### The problem
Every line of the entries below that carries the string "Juniet" should be copied.

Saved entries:
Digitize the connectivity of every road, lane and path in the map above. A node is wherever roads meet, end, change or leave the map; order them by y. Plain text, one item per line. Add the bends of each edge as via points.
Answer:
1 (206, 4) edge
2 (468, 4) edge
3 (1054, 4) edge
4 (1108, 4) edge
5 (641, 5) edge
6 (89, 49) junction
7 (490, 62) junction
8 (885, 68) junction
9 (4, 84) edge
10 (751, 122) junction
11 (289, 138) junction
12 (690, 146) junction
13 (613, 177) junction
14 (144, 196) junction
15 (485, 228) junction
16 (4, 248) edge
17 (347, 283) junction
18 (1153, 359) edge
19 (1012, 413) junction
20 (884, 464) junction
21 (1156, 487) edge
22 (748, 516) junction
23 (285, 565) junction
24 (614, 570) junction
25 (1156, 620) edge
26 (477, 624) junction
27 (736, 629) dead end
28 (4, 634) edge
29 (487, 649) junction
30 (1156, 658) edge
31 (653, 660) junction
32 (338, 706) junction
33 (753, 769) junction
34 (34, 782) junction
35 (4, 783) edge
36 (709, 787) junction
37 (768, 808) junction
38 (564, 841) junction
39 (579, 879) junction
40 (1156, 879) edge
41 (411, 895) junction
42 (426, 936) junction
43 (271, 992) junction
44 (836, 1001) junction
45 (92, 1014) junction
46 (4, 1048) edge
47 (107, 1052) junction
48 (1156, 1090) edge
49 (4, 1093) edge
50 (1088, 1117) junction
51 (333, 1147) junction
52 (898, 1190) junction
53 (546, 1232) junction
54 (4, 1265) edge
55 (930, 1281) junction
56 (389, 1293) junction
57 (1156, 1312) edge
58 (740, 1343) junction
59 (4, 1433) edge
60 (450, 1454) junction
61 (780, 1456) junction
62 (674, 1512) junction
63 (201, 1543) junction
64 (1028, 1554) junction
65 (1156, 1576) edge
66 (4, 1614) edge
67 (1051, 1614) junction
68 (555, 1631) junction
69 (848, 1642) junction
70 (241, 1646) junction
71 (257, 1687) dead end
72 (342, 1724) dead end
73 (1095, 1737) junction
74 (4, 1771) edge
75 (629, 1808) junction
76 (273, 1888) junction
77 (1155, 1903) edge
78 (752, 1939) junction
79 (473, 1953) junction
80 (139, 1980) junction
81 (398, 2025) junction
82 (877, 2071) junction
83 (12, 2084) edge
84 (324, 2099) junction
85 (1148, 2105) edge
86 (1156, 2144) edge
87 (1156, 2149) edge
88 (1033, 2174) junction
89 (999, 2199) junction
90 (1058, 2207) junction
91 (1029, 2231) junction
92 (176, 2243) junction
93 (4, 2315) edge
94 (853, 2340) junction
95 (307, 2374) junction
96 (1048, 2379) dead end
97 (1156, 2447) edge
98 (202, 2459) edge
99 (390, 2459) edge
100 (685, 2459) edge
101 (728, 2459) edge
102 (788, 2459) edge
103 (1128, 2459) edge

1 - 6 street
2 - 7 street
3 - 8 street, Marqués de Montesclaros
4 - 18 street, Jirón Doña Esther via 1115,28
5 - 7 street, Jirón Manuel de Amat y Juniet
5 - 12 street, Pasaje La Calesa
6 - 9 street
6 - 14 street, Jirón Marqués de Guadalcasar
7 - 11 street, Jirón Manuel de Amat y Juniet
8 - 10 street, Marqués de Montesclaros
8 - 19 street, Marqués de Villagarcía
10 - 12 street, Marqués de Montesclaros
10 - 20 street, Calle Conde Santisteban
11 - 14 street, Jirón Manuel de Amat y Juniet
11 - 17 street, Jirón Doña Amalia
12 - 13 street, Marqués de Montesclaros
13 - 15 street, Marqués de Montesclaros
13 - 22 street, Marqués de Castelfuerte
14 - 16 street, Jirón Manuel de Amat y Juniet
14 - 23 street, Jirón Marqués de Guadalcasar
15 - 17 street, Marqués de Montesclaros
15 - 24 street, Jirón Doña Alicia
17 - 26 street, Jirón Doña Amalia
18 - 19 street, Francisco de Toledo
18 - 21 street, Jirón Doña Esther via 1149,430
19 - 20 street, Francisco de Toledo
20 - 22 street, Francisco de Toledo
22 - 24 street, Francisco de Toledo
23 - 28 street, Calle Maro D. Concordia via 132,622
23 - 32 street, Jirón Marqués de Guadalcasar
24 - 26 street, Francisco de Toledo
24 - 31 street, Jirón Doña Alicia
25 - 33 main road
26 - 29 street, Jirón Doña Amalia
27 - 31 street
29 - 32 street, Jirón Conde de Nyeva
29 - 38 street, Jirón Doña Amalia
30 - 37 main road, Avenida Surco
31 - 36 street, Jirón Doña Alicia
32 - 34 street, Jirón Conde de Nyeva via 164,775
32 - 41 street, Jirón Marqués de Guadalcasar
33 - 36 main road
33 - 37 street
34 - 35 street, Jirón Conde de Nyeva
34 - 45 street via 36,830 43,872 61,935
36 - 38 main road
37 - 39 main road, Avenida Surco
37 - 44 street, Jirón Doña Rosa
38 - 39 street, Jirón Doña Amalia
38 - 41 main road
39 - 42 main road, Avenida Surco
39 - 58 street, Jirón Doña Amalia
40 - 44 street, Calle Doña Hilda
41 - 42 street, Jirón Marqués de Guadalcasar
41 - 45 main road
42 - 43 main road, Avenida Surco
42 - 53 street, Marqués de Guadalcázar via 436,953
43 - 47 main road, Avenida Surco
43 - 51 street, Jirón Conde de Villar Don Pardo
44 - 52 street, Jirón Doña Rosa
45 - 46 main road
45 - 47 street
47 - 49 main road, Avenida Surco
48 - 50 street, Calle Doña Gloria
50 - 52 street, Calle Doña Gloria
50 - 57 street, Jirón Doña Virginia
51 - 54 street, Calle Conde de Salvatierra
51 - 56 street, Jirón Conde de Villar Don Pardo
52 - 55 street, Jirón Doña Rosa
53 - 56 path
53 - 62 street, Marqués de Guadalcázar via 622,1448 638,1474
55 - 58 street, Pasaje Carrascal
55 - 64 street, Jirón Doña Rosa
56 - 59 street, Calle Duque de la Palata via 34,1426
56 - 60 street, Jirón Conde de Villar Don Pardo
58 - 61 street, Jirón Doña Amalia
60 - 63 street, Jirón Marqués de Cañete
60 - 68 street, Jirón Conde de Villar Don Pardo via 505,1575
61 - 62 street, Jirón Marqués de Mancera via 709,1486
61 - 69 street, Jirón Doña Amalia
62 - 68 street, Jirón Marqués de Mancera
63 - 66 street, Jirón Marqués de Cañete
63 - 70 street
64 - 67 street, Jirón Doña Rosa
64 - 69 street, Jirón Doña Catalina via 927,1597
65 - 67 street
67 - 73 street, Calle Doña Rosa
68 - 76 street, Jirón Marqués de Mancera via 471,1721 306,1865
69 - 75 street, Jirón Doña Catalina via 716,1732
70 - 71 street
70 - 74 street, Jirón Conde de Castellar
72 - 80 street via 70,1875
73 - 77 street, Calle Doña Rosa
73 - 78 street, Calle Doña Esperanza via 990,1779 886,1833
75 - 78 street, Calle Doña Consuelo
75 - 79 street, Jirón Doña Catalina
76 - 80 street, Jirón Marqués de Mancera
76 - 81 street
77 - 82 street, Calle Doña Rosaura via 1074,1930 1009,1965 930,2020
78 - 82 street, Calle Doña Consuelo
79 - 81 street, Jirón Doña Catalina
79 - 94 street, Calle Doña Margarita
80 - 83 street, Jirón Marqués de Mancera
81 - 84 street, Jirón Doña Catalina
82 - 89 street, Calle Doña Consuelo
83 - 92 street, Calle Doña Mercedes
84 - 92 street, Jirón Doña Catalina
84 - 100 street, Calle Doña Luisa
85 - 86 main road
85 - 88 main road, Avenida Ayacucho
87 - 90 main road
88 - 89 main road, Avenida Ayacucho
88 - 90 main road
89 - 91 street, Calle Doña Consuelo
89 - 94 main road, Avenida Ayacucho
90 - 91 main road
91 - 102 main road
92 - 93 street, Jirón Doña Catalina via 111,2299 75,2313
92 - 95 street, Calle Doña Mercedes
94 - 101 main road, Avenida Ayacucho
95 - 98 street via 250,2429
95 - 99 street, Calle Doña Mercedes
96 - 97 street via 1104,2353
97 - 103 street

### Output of the task
5 - 7 street, Jirón Manuel de Amat y Juniet
7 - 11 street, Jirón Manuel de Amat y Juniet
11 - 14 street, Jirón Manuel de Amat y Juniet
14 - 16 street, Jirón Manuel de Amat y Juniet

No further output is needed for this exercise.